Eric Trump: ‘Stablecoins will save the US dollar’

Photo - Eric Trump: ‘Stablecoins will save the US dollar’
Eric Trump advocates for stablecoins. In a new interview with Lydia Moynihan (NYNext), he called them a tool that could "save the US dollar," citing USD1, the dollar-backed stablecoin from his company World Liberty Financial.
Trump Jr.'s main idea is that dollar stablecoins can expand the reach of the US currency. "Stablecoins will save the US dollar," he says. He also notes that crowdfunding and tokenization allow projects to rely less on traditional financial gatekeepers.
His partner, Asher Genoot of American Bitcoin, who brought the company to a Nasdaq listing in just five months, also emphasized Bitcoin's role. For example, their company is "more than a miner," with the goal of permanently increasing the "bitcoin per share" metric. In his vision, American Bitcoin is a "unified platform": mining, BTC treasury storage, and eventually a line of tokenized products.

Both promote the idea of "parallel finance." According to Trump, tokenized assets and P2P rails help bypass banking banking restrictions and politicized "bottlenecks." "You can crowdsource everything," he says, citing the growth of direct retail participation as an example of reducing fees and dependence on intermediaries.

Trump divides his projects by roles. American Bitcoin is a bet on Bitcoin as "digital gold." World Liberty Financial is payment infrastructure, whose flagship is the USD1 stablecoin. "Bitcoin is a store of value, and USD1 is payment rails," he clarifies, emphasizing that WLFI relies on Ethereum for international transfers.

Critics see the risk of conflict of interest: the current president's family supports a stablecoin they issue, while the administration shapes policy. Earlier this year, a group of Democratic senators asked for clarification on possible conflicts around WLFI and whether new regulation leaves room for personal gain. Supporters respond that stablecoins strengthen dollar usage abroad, and clear rules will return activity to American jurisdiction.

This logic is not new in the industry. Federal Reserve Governor Christopher Waller has suggested that well-regulated dollar stablecoins could expand the US dollar’s international reach. Critics warn that overly lenient rules could shift dollar dynamics and encourage competing payment systems.
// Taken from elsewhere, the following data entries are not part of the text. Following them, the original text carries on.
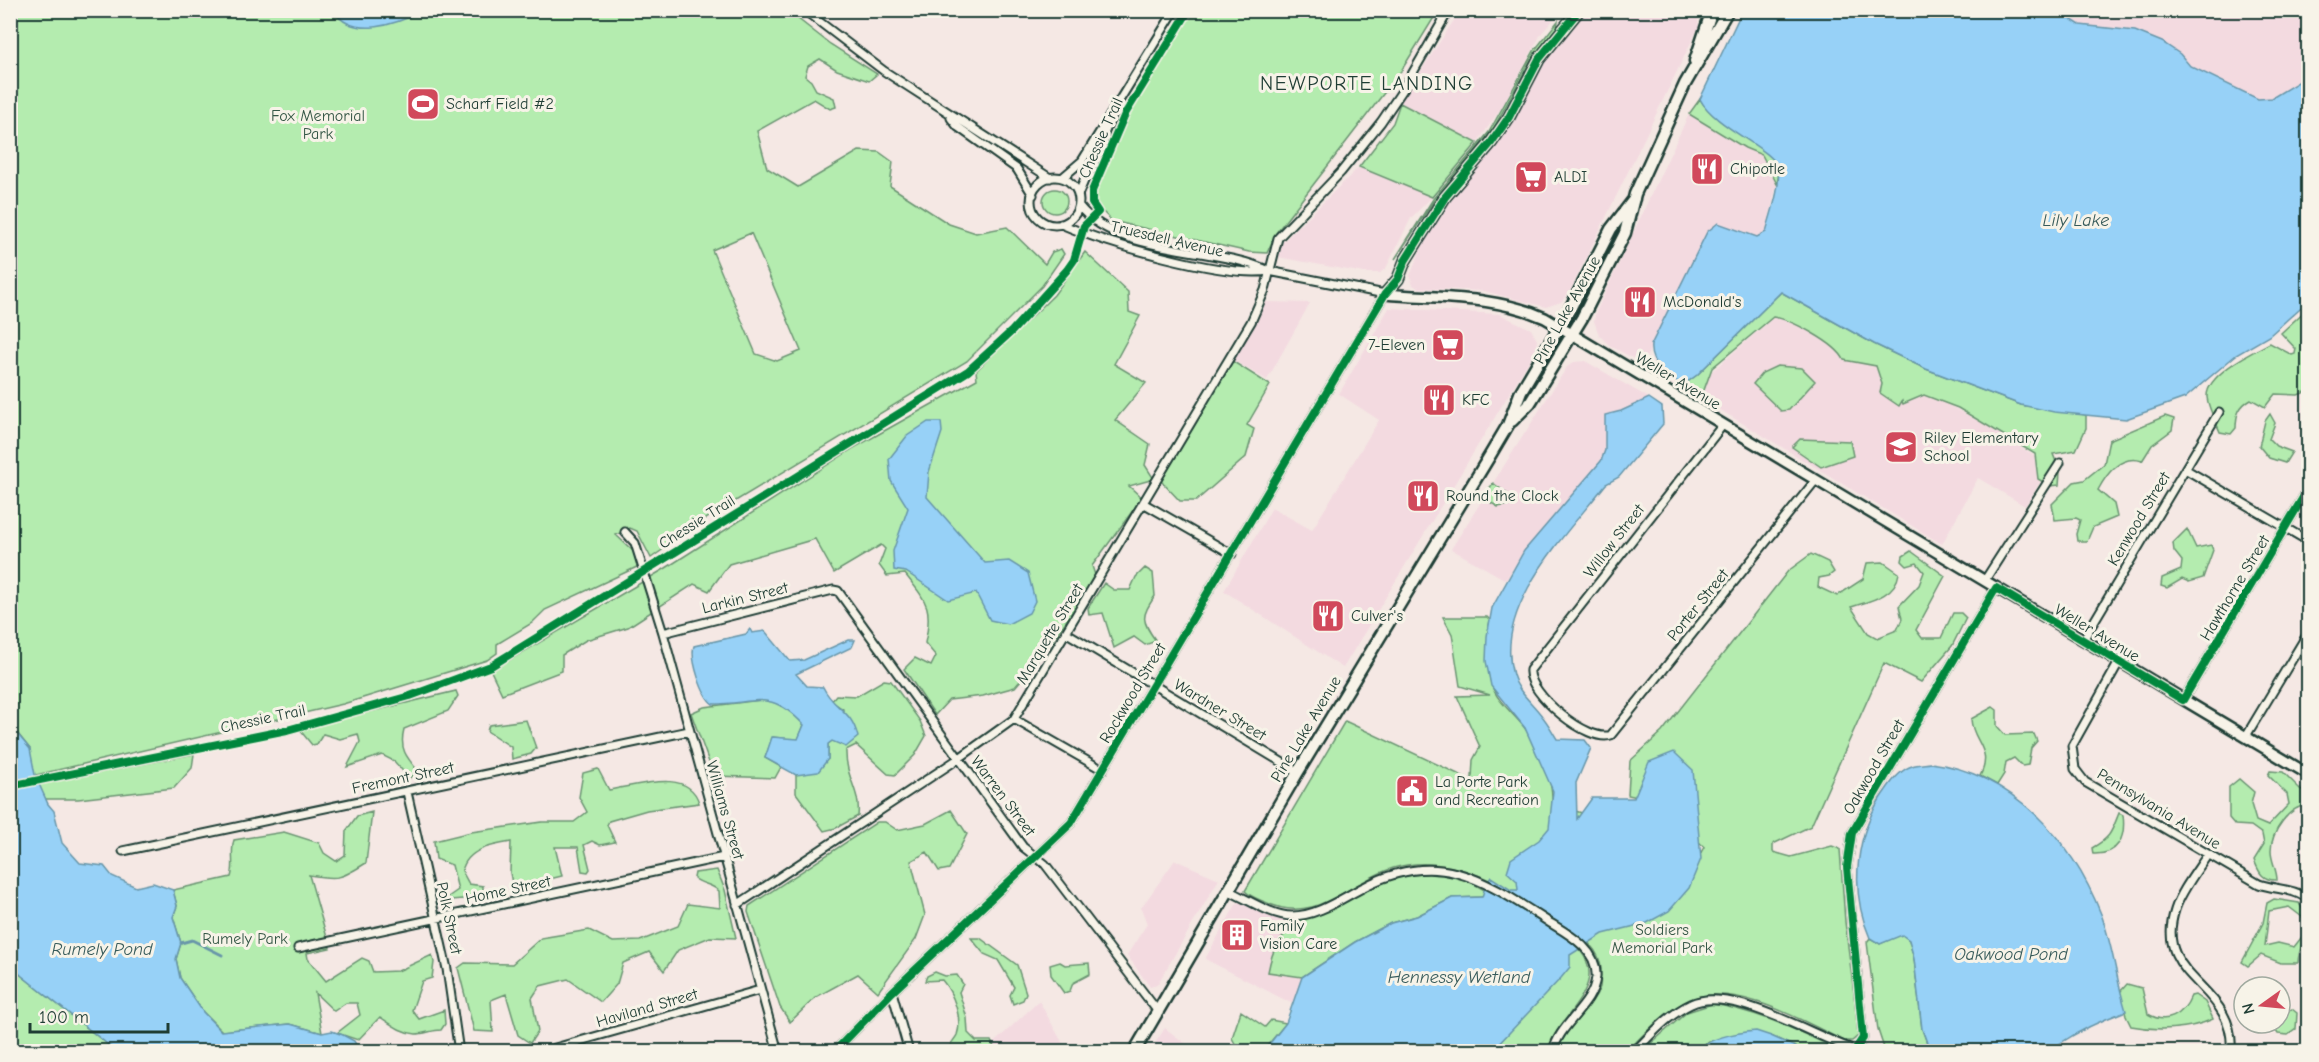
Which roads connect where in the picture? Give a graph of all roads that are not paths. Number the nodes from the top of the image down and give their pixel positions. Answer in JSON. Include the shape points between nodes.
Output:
{"nodes":[{"id":1,"x":804,"y":10,"type":"edge"},
{"id":2,"x":1175,"y":10,"type":"edge"},
{"id":3,"x":1449,"y":10,"type":"edge"},
{"id":4,"x":1579,"y":10,"type":"edge"},
{"id":5,"x":1712,"y":10,"type":"edge"},
{"id":6,"x":1725,"y":11,"type":"edge"},
{"id":7,"x":1689,"y":78,"type":"junction"},
{"id":8,"x":1114,"y":108,"type":"junction"},
{"id":9,"x":950,"y":116,"type":"junction"},
{"id":10,"x":1050,"y":178,"type":"junction"},
{"id":11,"x":1062,"y":178,"type":"junction"},
{"id":12,"x":1032,"y":195,"type":"junction"},
{"id":13,"x":1078,"y":195,"type":"junction"},
{"id":14,"x":1634,"y":199,"type":"junction"},
{"id":15,"x":1078,"y":206,"type":"junction"},
{"id":16,"x":1061,"y":224,"type":"junction"},
{"id":17,"x":1269,"y":271,"type":"junction"},
{"id":18,"x":1386,"y":294,"type":"junction"},
{"id":19,"x":1559,"y":326,"type":"junction"},
{"id":20,"x":1572,"y":334,"type":"junction"},
{"id":21,"x":2219,"y":412,"type":"dead end"},
{"id":22,"x":1508,"y":425,"type":"junction"},
{"id":23,"x":1722,"y":426,"type":"junction"},
{"id":24,"x":2060,"y":463,"type":"dead end"},
{"id":25,"x":2185,"y":469,"type":"junction"},
{"id":26,"x":1815,"y":481,"type":"junction"},
{"id":27,"x":2308,"y":489,"type":"edge"},
{"id":28,"x":1143,"y":503,"type":"junction"},
{"id":29,"x":2286,"y":527,"type":"junction"},
{"id":30,"x":625,"y":532,"type":"dead end"},
{"id":31,"x":2308,"y":541,"type":"edge"},
{"id":32,"x":1232,"y":554,"type":"junction"},
{"id":33,"x":1985,"y":580,"type":"junction"},
{"id":34,"x":1996,"y":588,"type":"junction"},
{"id":35,"x":833,"y":590,"type":"joint"},
{"id":36,"x":663,"y":633,"type":"junction"},
{"id":37,"x":1067,"y":633,"type":"junction"},
{"id":38,"x":2308,"y":633,"type":"edge"},
{"id":39,"x":2083,"y":640,"type":"junction"},
{"id":40,"x":2119,"y":662,"type":"junction"},
{"id":41,"x":1153,"y":686,"type":"junction"},
{"id":42,"x":2183,"y":699,"type":"junction"},
{"id":43,"x":1014,"y":719,"type":"junction"},
{"id":44,"x":689,"y":731,"type":"junction"},
{"id":45,"x":2246,"y":736,"type":"junction"},
{"id":46,"x":1599,"y":737,"type":"joint"},
{"id":47,"x":958,"y":759,"type":"junction"},
{"id":48,"x":1103,"y":770,"type":"junction"},
{"id":49,"x":1298,"y":772,"type":"junction"},
{"id":50,"x":2308,"y":774,"type":"edge"},
{"id":51,"x":407,"y":792,"type":"junction"},
{"id":52,"x":123,"y":851,"type":"dead end"},
{"id":53,"x":2208,"y":854,"type":"junction"},
{"id":54,"x":724,"y":857,"type":"junction"},
{"id":55,"x":1034,"y":857,"type":"junction"},
{"id":56,"x":1229,"y":891,"type":"junction"},
{"id":57,"x":2308,"y":900,"type":"edge"},
{"id":58,"x":737,"y":905,"type":"junction"},
{"id":59,"x":436,"y":919,"type":"junction"},
{"id":60,"x":298,"y":948,"type":"dead end"},
{"id":61,"x":760,"y":990,"type":"junction"},
{"id":62,"x":892,"y":992,"type":"junction"},
{"id":63,"x":1160,"y":1013,"type":"junction"},
{"id":64,"x":1857,"y":1051,"type":"edge"},
{"id":65,"x":459,"y":1052,"type":"edge"},
{"id":66,"x":541,"y":1052,"type":"edge"},
{"id":67,"x":778,"y":1052,"type":"edge"},
{"id":68,"x":834,"y":1052,"type":"edge"},
{"id":69,"x":909,"y":1052,"type":"edge"},
{"id":70,"x":1134,"y":1052,"type":"edge"},
{"id":71,"x":1553,"y":1052,"type":"edge"},
{"id":72,"x":1634,"y":1052,"type":"edge"},
{"id":73,"x":2231,"y":1052,"type":"edge"}],
"edges":[{"from":1,"to":9,"type":"street","via":[[876,66]]},
{"from":2,"to":8,"type":"street"},
{"from":3,"to":17,"type":"street","name":"Marquette Street","via":[[1381,122],[1341,172],[1278,238]]},
{"from":4,"to":18,"type":"street","via":[[1539,59],[1491,143],[1445,197]]},
{"from":5,"to":7,"type":"main road","name":"Pine Lake Avenue"},
{"from":6,"to":7,"type":"main road","name":"Pine Lake Avenue"},
{"from":7,"to":14,"type":"main road","name":"Pine Lake Avenue"},
{"from":8,"to":11,"type":"street","via":[[1082,161]]},
{"from":8,"to":13,"type":"street"},
{"from":9,"to":10,"type":"street","via":[[972,126]]},
{"from":9,"to":12,"type":"street","via":[[958,128],[1017,170]]},
{"from":10,"to":11,"type":"street"},
{"from":10,"to":12,"type":"street","via":[[1039,184]]},
{"from":11,"to":13,"type":"street","via":[[1072,184]]},
{"from":12,"to":16,"type":"street","via":[[1032,207],[1039,218]]},
{"from":13,"to":15,"type":"street"},
{"from":14,"to":19,"type":"main road","name":"Pine Lake Avenue","via":[[1611,229]]},
{"from":14,"to":20,"type":"main road","name":"Pine Lake Avenue","via":[[1625,233]]},
{"from":15,"to":16,"type":"street","via":[[1072,218]]},
{"from":15,"to":17,"type":"street","name":"Truesdell Avenue","via":[[1101,228],[1194,253],[1255,264]]},
{"from":16,"to":17,"type":"street","name":"Truesdell Avenue","via":[[1170,257],[1254,273]]},
{"from":17,"to":18,"type":"street","name":"Truesdell Avenue"},
{"from":17,"to":28,"type":"street","name":"Marquette Street","via":[[1251,322]]},
{"from":18,"to":19,"type":"street","name":"Truesdell Avenue","via":[[1489,300],[1512,305]]},
{"from":18,"to":32,"type":"street","name":"Rockwood Street"},
{"from":19,"to":20,"type":"street","name":"Weller Avenue"},
{"from":19,"to":22,"type":"main road","name":"Pine Lake Avenue","via":[[1521,391]]},
{"from":20,"to":22,"type":"main road","name":"Pine Lake Avenue","via":[[1530,403]]},
{"from":20,"to":23,"type":"street","name":"Weller Avenue"},
{"from":21,"to":25,"type":"street","name":"Kenwood Street"},
{"from":22,"to":49,"type":"main road","name":"Pine Lake Avenue"},
{"from":23,"to":26,"type":"street","name":"Weller Avenue"},
{"from":23,"to":46,"type":"street","name":"Willow Street","via":[[1529,674],[1561,715]]},
{"from":24,"to":33,"type":"street"},
{"from":25,"to":29,"type":"street"},
{"from":25,"to":39,"type":"street","name":"Kenwood Street"},
{"from":26,"to":33,"type":"street","name":"Weller Avenue"},
{"from":26,"to":46,"type":"street","name":"Porter Street","via":[[1611,735]]},
{"from":27,"to":29,"type":"street","name":"Hawthorne Street"},
{"from":28,"to":32,"type":"street"},
{"from":28,"to":37,"type":"street","name":"Marquette Street"},
{"from":29,"to":31,"type":"street"},
{"from":29,"to":42,"type":"street","name":"Hawthorne Street"},
{"from":30,"to":36,"type":"street","name":"Williams Street","via":[[635,543]]},
{"from":32,"to":41,"type":"street","name":"Rockwood Street"},
{"from":33,"to":34,"type":"street","name":"Weller Avenue"},
{"from":34,"to":39,"type":"street","name":"Weller Avenue"},
{"from":34,"to":64,"type":"street","name":"Oakwood Street","via":[[1852,833],[1847,867],[1863,1038]]},
{"from":35,"to":36,"type":"street","name":"Larkin Street"},
{"from":35,"to":47,"type":"street","name":"Warren Street","via":[[843,596]]},
{"from":36,"to":44,"type":"street","name":"Williams Street"},
{"from":37,"to":41,"type":"street","name":"Wardner Street"},
{"from":37,"to":43,"type":"street","name":"Marquette Street"},
{"from":38,"to":45,"type":"street"},
{"from":39,"to":40,"type":"street","name":"Weller Avenue"},
{"from":40,"to":42,"type":"street","name":"Weller Avenue"},
{"from":40,"to":53,"type":"street","name":"Pennsylvania Avenue","via":[[2072,746],[2075,769],[2085,782]]},
{"from":41,"to":48,"type":"street","name":"Rockwood Street"},
{"from":41,"to":49,"type":"street","name":"Wardner Street"},
{"from":42,"to":45,"type":"street","name":"Weller Avenue"},
{"from":43,"to":47,"type":"street","name":"Marquette Street"},
{"from":43,"to":48,"type":"street"},
{"from":44,"to":51,"type":"street","name":"Fremont Street"},
{"from":44,"to":54,"type":"street","name":"Williams Street"},
{"from":45,"to":50,"type":"street","name":"Weller Avenue"},
{"from":47,"to":55,"type":"street","name":"Warren Street","via":[[1023,848]]},
{"from":47,"to":58,"type":"street","name":"Marquette Street"},
{"from":48,"to":55,"type":"street","name":"Rockwood Street","via":[[1071,823]]},
{"from":49,"to":56,"type":"main road","name":"Pine Lake Avenue"},
{"from":51,"to":52,"type":"street","name":"Fremont Street"},
{"from":51,"to":59,"type":"street","name":"Polk Street"},
{"from":53,"to":57,"type":"street","name":"Pennsylvania Avenue","via":[[2259,884],[2296,892]]},
{"from":53,"to":73,"type":"street","via":[[2175,908],[2171,938],[2183,968],[2226,1015],[2232,1036]]},
{"from":54,"to":58,"type":"street","name":"Williams Street"},
{"from":54,"to":59,"type":"street","name":"Home Street"},
{"from":55,"to":62,"type":"street","name":"Rockwood Street"},
{"from":55,"to":63,"type":"street","name":"Warren Street","via":[[1044,864]]},
{"from":56,"to":63,"type":"main road","name":"Pine Lake Avenue"},
{"from":56,"to":71,"type":"street","via":[[1290,916],[1316,912],[1386,877],[1418,868],[1457,872],[1486,884],[1584,946],[1595,962],[1594,987],[1558,1036]]},
{"from":58,"to":61,"type":"street","name":"Williams Street"},
{"from":59,"to":60,"type":"street","name":"Home Street"},
{"from":59,"to":65,"type":"street","name":"Polk Street"},
{"from":61,"to":66,"type":"street","name":"Haviland Street"},
{"from":61,"to":67,"type":"street","name":"Williams Street"},
{"from":62,"to":68,"type":"street","name":"Rockwood Street"},
{"from":62,"to":69,"type":"street"},
{"from":63,"to":70,"type":"main road","name":"Pine Lake Avenue"},
{"from":64,"to":72,"type":"street","via":[[1742,1004],[1718,999],[1691,1004]]}]}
The topic enters the mainstream as corporate treasuries and public crypto companies promote tokenization use cases.

Their company mines around the clock in the US; the task is to constantly increase the amount of BTC on the balance sheet, while studying tokenized financing schemes tied to real assets. The emphasis is on growth without classic Wall Street underwriting and without waiting for political approvals.

In conclusion, Trump calls USD1 "very successful" at the current stage and emphasizes transparency of backing. According to him, demand arises organically: users abroad need a dollar equivalent where local currencies are not trusted. All this is part of a longer course to make cryptocurrency payment rails mainstream.